How could I not post something to the blog on the eve of 2023’s NaNoWriMo?
It has certainly become popular with around half a million official participants each year (based on the most recent number I could find). That’s not even counting people who decide to take on the challenge without registering with the NaNoWriMo website.
Makes me wonder if December is a busy month for beta readers and editors. I’ll have to ask a few.
Anyway, I’m a big fan of the event’s concept for one reason: the deadline.
I wrote my first novel-length work around fifteen years ago because I wanted to see if I could put 60,000 words on the page within 30 days. That was my sole goal. Not quality. Not to get published. I just wanted to tell a somewhat coherent story within the allotted timespan.
It was tough, but I did it. I spent every minute I wasn’t at work typing away at a little Asus netbook. My friends wondered where I went. My girlfriend at the time threatened to break up with me repeatedly.
I didn’t care, though. I had a goal, and I intended to see if I could pull it off.
And that’s really the point of the whole challenge in my opinion. Proving to oneself that they can write 60,000 words. In many ways, that realization is more important than quality when you’re first starting off as a writer.
After all, honing an amazing skill with prose isn’t all that great if you can never write more than a chapter of a novel before giving up, right?
At the end of the day, one of the most important writing skills that I’ve cultivated over the decades is the ability to sit down and write for long periods of time. Quality comes later — a matter of practice. Ideas are cheap and plentiful. It’s the dedication, the persistence, that leads to success.
Granted, I’m not speaking from personal experience in terms of publishing novels, but that rule applies to damn near everything else in life. The people who come out on top, the champions, the icons, are most often the ones who sacrificed the most time, not the people with the most innate talent.
Let that be the lesson learned from NaNoWriMo. That you can write a novel-length manuscript. And as an extension of that, you’ll get the chance to learn what it’s like putting that kind of time and focus into writing. See how sustainable a pace of 1700+ words a day is for you. Find out how that affects your lifestyle. Use that knowledge when it comes time to buckle down and start scheduling your writing sessions (if you haven’t already).
Hey, chances are you’re going to chuck that first NaNoWriMo novel in a drawer like I did with mine. If it’s your first novel, the combination of low experience and compressed time will almost certainly make it terrible.
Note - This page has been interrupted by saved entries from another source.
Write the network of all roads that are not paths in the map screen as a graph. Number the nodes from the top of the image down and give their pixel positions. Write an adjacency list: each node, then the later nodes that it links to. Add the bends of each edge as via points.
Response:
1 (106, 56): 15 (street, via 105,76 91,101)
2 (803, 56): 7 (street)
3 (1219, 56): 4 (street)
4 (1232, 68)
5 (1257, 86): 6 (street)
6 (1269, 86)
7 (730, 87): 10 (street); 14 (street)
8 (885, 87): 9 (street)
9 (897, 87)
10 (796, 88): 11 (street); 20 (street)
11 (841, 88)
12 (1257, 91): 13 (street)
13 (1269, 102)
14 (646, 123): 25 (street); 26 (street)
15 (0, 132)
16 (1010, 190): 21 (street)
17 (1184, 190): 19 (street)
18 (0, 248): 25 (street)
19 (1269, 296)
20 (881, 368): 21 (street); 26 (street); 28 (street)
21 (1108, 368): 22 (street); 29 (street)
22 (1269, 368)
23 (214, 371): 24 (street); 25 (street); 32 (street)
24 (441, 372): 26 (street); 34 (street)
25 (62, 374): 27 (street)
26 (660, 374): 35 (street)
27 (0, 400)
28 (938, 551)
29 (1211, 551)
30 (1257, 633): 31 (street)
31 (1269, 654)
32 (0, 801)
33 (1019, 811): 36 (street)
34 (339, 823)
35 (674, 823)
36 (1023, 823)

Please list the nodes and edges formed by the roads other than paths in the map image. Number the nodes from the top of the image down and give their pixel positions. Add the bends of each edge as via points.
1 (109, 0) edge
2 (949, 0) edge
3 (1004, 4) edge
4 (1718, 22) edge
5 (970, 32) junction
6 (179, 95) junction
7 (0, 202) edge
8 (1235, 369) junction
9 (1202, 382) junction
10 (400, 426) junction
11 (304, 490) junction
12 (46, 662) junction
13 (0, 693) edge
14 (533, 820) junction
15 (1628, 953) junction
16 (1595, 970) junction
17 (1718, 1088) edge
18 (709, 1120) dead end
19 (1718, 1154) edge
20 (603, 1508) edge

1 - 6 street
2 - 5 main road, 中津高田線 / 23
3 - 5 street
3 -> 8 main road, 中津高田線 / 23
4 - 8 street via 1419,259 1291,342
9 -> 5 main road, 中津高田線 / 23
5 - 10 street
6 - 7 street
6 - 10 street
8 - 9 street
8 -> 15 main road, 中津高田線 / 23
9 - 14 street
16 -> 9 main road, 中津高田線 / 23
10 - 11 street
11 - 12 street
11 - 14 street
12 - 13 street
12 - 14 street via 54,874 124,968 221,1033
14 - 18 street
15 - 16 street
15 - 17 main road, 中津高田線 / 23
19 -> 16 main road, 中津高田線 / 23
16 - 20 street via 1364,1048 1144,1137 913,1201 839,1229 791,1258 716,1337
But that doesn’t matter one iota when you know — as you do — that most successful authors write quite a few bad manuscripts before they hone their skills enough to pull off a winner.
That’s just how stuff works. Not just writing, but all matters of skill and persistence. The key is to write fast, write often, and get those bad manuscripts behind you so you can get to the good stuff.
And therein lies the great appeal of NaNoWriMo. The appeal to write fast, get it done, and not worry about the details. Early on, that can be the most valuable experience a writer can gain.